The Fossil Man of Sussex,”news of the “discovery” of the Piltdown skull as it was reported in the United States press. Dakota County Herald. (Dakota City, Neb.) February 14, 1913, p. 2.

Amateur archaeologist Charles Dawson and palaeontologist Sir Arthur Smith Woodward of the British Museum (now the British Natural History Museum) announced the startling discovery of an ancient human ancestor in Sussex in December 18, 1912. The skull of what Dawson named Eoanthropus dawsoni (Dawson’s dawn man), which came to be popularly known as the Piltdown Man, was accepted by many, although, even early on, questions were raised. It is one of science’s most notorious hoaxes.

My father taught biology and natural science at Gallaudet University and I grew up with the story of the Piltdown man hoax. So I was excited to learn that recently a group of researchers from many science disciplines led by Isabelle De Groote completed a painstaking eight-year study of the Piltdown skull, purportedly found in many pieces in Sussex, England in the early years of the twentieth century. They concluded that only one person had the ability to cobble together the skull from a fossilized human cranium and a stained orangutan jaw, place the broken fragments of that creation in a gravel pit and then orchestrate the gradual “discovery.” That person was Charles Dawson, who had named the find after himself.[1]

The skull was not formally declared a hoax until 1953, when the bones were examined and dated using a method assessing fluorine content.

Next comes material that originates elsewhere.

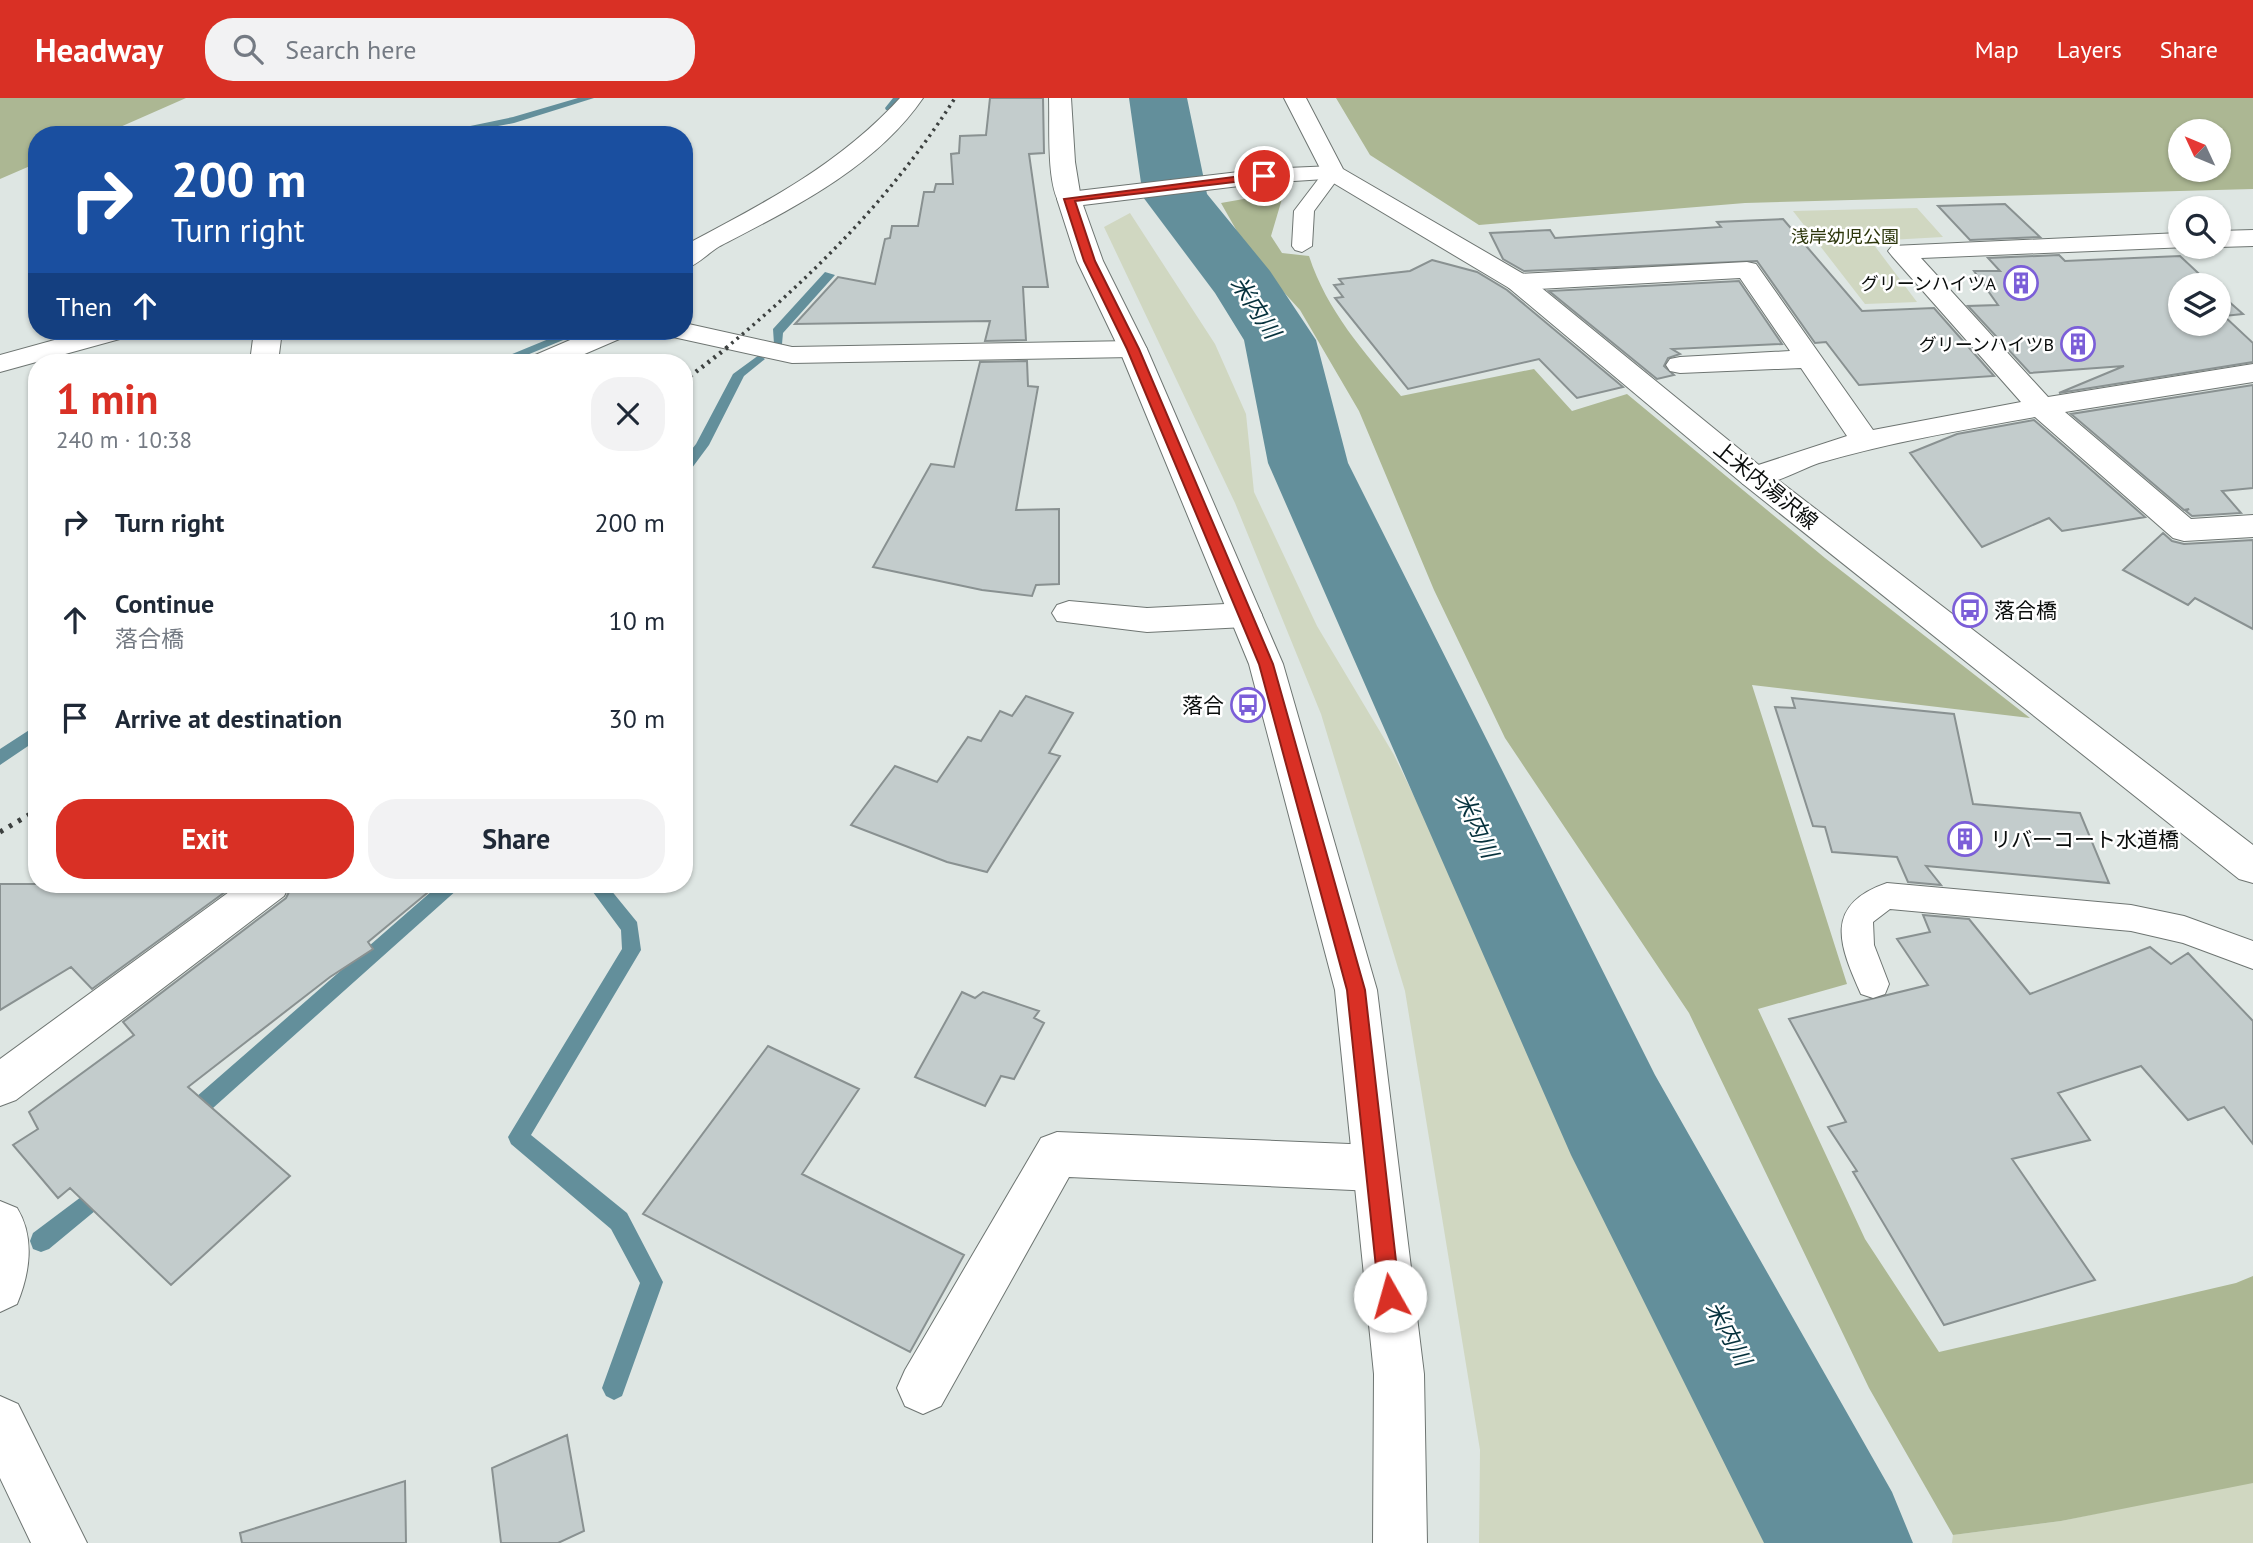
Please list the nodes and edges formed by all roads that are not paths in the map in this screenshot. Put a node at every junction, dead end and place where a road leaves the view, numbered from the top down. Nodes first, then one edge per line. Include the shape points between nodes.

The skull was ancient, but the jaw dated from the time of the discovery. There had been several suspected culprits and the hoax became a legend in the human sciences, as there were famous people associated with the case. Anthropologist Arthur Keith, a proponent of the idea that humans originated in Europe, was one suspect. Sir Arthur Conan Doyle lived near the location of the find and it was suggested that he might have been the hoaxer. The Jesuit priest and philosopher Pierre Teilhard de Chardin found one of the teeth and so was another suspect. It was also thought that the hoaxer might be someone in the British Museum who had a grudge against Woodward, but Woodward himself was not a suspect.

The success of the Piltdown hoax was largely due to the way the skull and the location of the “find” fulfilled the cultural beliefs, desires, and expectations of European palaeontologists, anthropologists, and archaeologists of the early twentieth century.  It was commonly supposed that there was one line of human ancestor species emerging from Africa or Asia with different advocates for each place of origin.  These proposed places of origin flew in the face of European pride and some thought that there must have been a European origin for the emergence of modern man. The Piltdown man suggested England as the location of the development of humans, which inspired national pride and clouded scientific inquiry.  No two hominin species were thought to have lived at the same time, so the Piltdown man was automatically assumed to be an ancestor of modern man.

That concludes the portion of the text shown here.